Since the symptoms of DUP in the pediatric population are generally not specific, radiological methods may be preferred for diagnosis. In a study conducted by Yan et al., it was reported that 71.4% of patients with DUP were observed to have subdiaphragmatic free air with plain abdominal X-ray (
12). Subdiaphragmatic free air was not detected on a plain abdominal X-ray of two patients in our series. Extra imaging method was not performed because the anamnesis of these patients was compatible with the classic duodenal ulcer symptoms, the history of NSAID use, the presence of wooden abdomen on physical examination and a delayed diagnosis might lead to worse results. The patients were operated and the DUP was detected. Primary surgical repair and omentopexy were performed. In addition, when the indications for surgical treatment in DUP are examined in the guideline published by the World Society of Emergency Surgery in 2020, surgical treatment is recommended for patients with severe pneumoperitoneum or extraluminal contrast extravasation or peritonitis (
13). In this context, the absence of pneumoperitoneum with imaging methods does not suggest that the patient does not need surgical treatment. Surgical decisions can be made in accordance with the patient's anamnesis, clinic and physical examination findings. However, this does not mean that no help is obtained from imaging methods. In our case series, it was not possible to say whether the subdiaphragmatic free air in the plain abdominal X-ray of the patient who developed DUP during the follow-up in the pediatric intensive care unit after appendectomy was a postoperative subdiaphragmatic free air or a subdiaphragmatic free air due to DUP. Therefore, after upper gastrointestinal system endoscopy, the patient was diagnosed with DUP and operated on.

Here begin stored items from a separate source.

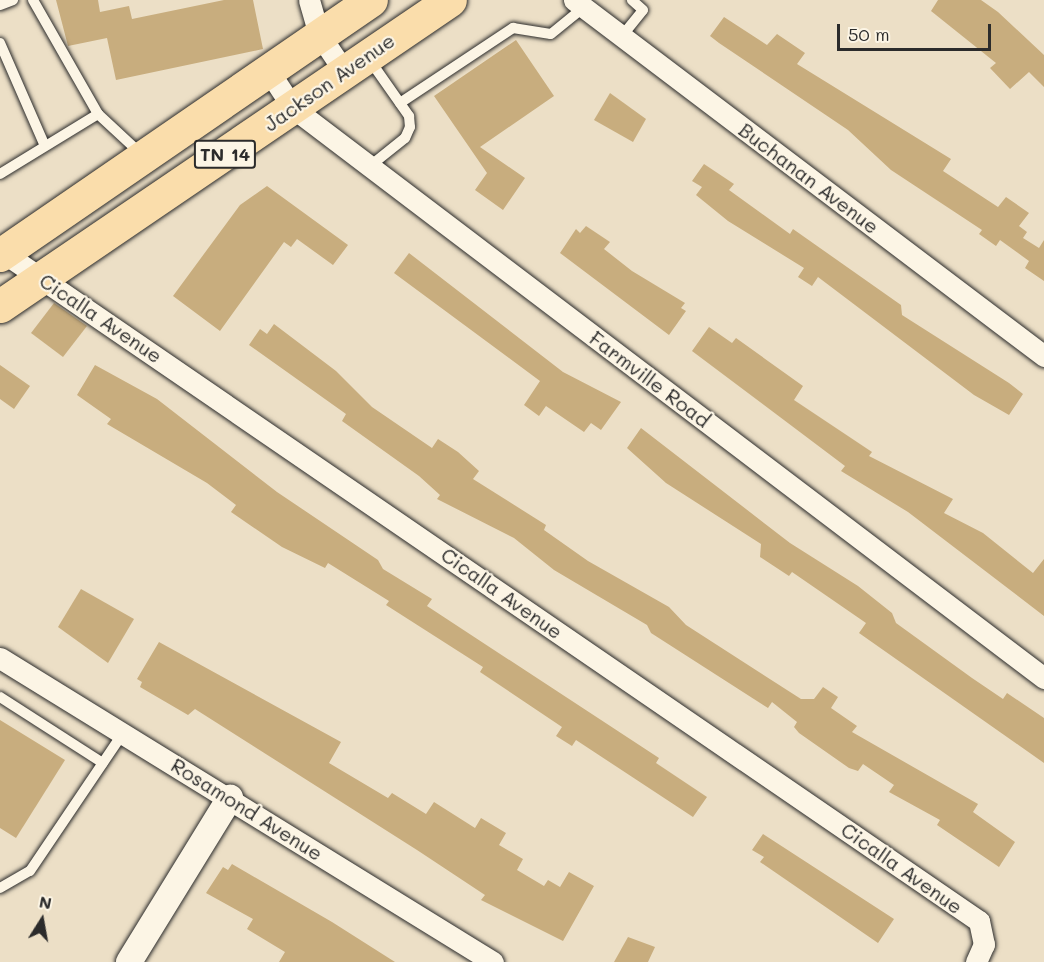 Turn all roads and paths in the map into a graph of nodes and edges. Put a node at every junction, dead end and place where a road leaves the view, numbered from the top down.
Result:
1 (13, 0) edge
2 (33, 0) edge
3 (309, 0) edge
4 (371, 0) edge
5 (450, 0) edge
6 (632, 0) edge
7 (579, 4) edge
8 (0, 5) edge
9 (319, 34) junction
10 (622, 36) junction
11 (0, 43) edge
12 (356, 64) junction
13 (268, 70) junction
14 (400, 103) junction
15 (293, 108) junction
16 (98, 114) junction
17 (45, 146) junction
18 (143, 156) junction
19 (370, 166) junction
20 (0, 174) edge
21 (2, 254) edge
22 (44, 278) junction
23 (0, 306) edge
24 (1044, 356) edge
25 (0, 658) edge
26 (1044, 678) edge
27 (0, 697) edge
28 (123, 733) junction
29 (103, 764) junction
30 (230, 798) junction
31 (0, 888) edge
32 (980, 953) edge
33 (129, 962) edge
34 (493, 962) edge

1 - 8 lane
2 - 16 lane
3 - 9 street
4 - 9 main road, TN 14
5 - 12 main road, Jackson Avenue / TN 14
6 - 10 lane
7 - 10 street, Buchanan Avenue
7 - 14 lane
9 - 12 street
9 - 13 main road, TN 14
10 - 24 street, Buchanan Avenue
11 - 17 lane
12 - 14 lane
12 - 15 main road, Jackson Avenue / TN 14
13 - 15 street, Farmville Road
13 - 18 main road, TN 14
14 - 19 lane
15 - 19 street, Farmville Road
15 - 22 main road, Jackson Avenue / TN 14
16 - 17 lane
16 - 18 lane
17 - 20 lane
18 - 21 main road, TN 14
19 - 26 street, Farmville Road
21 - 22 street, Cicalla Avenue
22 - 23 main road, Jackson Avenue / TN 14
22 - 32 street, Cicalla Avenue
25 - 28 street, Rosamond Avenue
27 - 29 lane
28 - 29 lane
28 - 30 street, Rosamond Avenue
29 - 31 lane
30 - 33 street
30 - 34 street, Rosamond Avenue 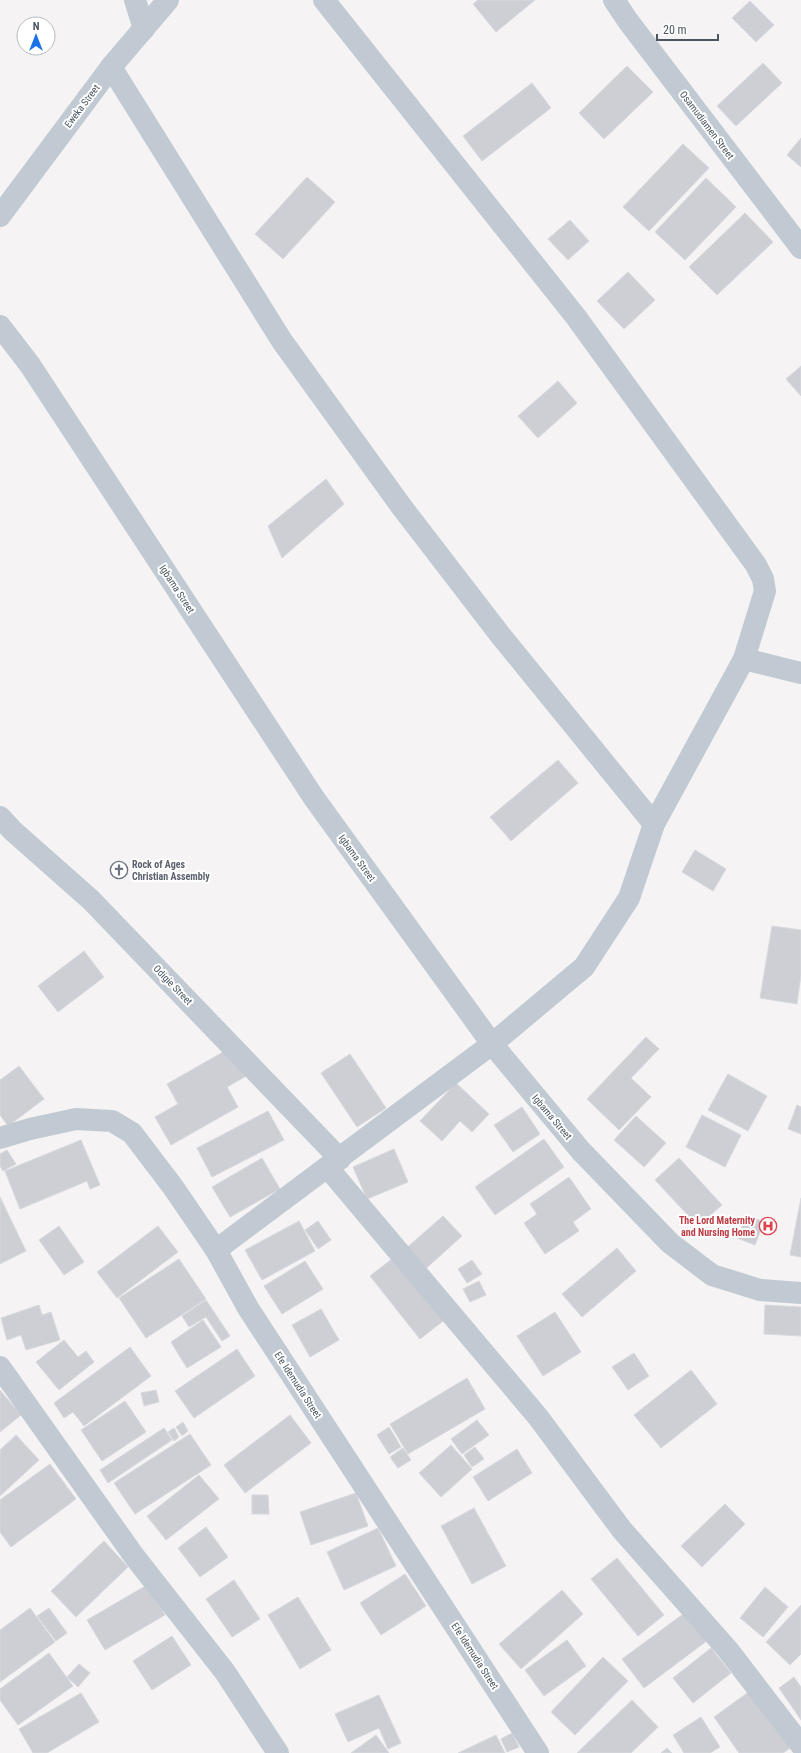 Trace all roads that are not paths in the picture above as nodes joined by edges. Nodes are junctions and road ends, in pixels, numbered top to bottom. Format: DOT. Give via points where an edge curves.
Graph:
graph roads {
  1 [pos="135,0"];
  2 [pos="168,0"];
  3 [pos="324,0"];
  4 [pos="614,0"];
  5 [pos="144,29"];
  6 [pos="111,67"];
  7 [pos="0,216"];
  8 [pos="801,248"];
  9 [pos="0,326"];
  10 [pos="744,659"];
  11 [pos="801,673"];
  12 [pos="0,817"];
  13 [pos="654,824"];
  14 [pos="492,1044"];
  15 [pos="0,1138"];
  16 [pos="334,1163"];
  17 [pos="216,1250"];
  18 [pos="801,1293"];
  19 [pos="0,1367"];
  20 [pos="801,1745"];
  21 [pos="278,1753"];
  22 [pos="538,1753"];
  1 -- 5 [label="street"];
  2 -- 5 [label="street, Eweka Street"];
  3 -- 10 [label="street" via="576,317 756,565 763,579 765,591"];
  4 -- 8 [label="street, Osamudiamen Street"];
  5 -- 6 [label="street, Eweka Street"];
  6 -- 7 [label="street, Eweka Street"];
  6 -- 13 [label="street" via="282,341 401,506 501,636"];
  9 -- 14 [label="street, Igbama Street" via="34,372 314,798"];
  10 -- 11 [label="street"];
  10 -- 13 [label="street"];
  12 -- 16 [label="street, Odigie Street" via="13,832 91,900"];
  13 -- 14 [label="street" via="629,898 584,967"];
  14 -- 16 [label="street"];
  14 -- 18 [label="street, Igbama Street" via="581,1151 670,1243 712,1275 760,1290"];
  15 -- 17 [label="street, Efe Idemudia Street" via="76,1119 112,1121 132,1133"];
  16 -- 17 [label="street"];
  16 -- 20 [label="street, Odigie Street" via="538,1417 622,1530 728,1650"];
  17 -- 22 [label="street, Efe Idemudia Street" via="248,1308"];
  19 -- 21 [label="street" via="134,1556 225,1672"];
}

In duodenal ulcer perforation, in adult patients, the perforation area is usually covered with a piece of omentum (Graham patch) or treated with pyloroplasty and truncal vagotomy for DUP close to pylor (
14). In NSAID-associated DUP, it can usually be treated with primary surgical repair, as the NSAID can almost always be discontinued or switched to a COX-2 inhibitor. Bancroft technique or Nissen technique can be performed in complicated or large DUP in adults. Primary surgical repair and omentopexy were performed as a surgical method since the ulcer area was not large (< 2 cm) and uncomplicated perforations in adolescent patients with DUP operated in our clinic. No recurrence or complication was observed in the postoperative follow-up of the patients. Seven of the adolescent patients with DUP in our clinic had a history of NSAID use, and our findings showed that primary surgical repair was sufficient, as in NSAID-associated DUP seen in adult patients. Since DUP detected in adolescents is generally not complicated, our findings suggest that complicated surgical techniques used in adults need not be performed in adolescents.
In cases with DUP, mortality was reported between 6 and 31% in adult studies, while this rate was reported between 3.8 and 12.5% in pediatric studies (
15,
16). Morbidity and mortality are high in patients who are diagnosed late, whose treatment is delayed and complicated. Morbidity and mortality were not observed in nine patients who were operated on in our clinic.
Although it is seen rarely in adolescence and shows certain differences compared to adult patients, the history and physical examination of the patients should direct the physician to the DUP. Radiological methods can also help confirm the diagnosis. However, we should note that the absence of subdiaphragmatic free air radiologically does not rule out DUP. Therefore, DUP should always be kept in mind in the differential diagnosis of acute abdomen in adolescents.
As a result, differences from the adult population should be considered in the diagnosis and treatment of DUP, which is rare in the pediatric group. As such comparative studies on DUP increase in the literature, we will have more experience in diagnosis and treatment in the pediatric group.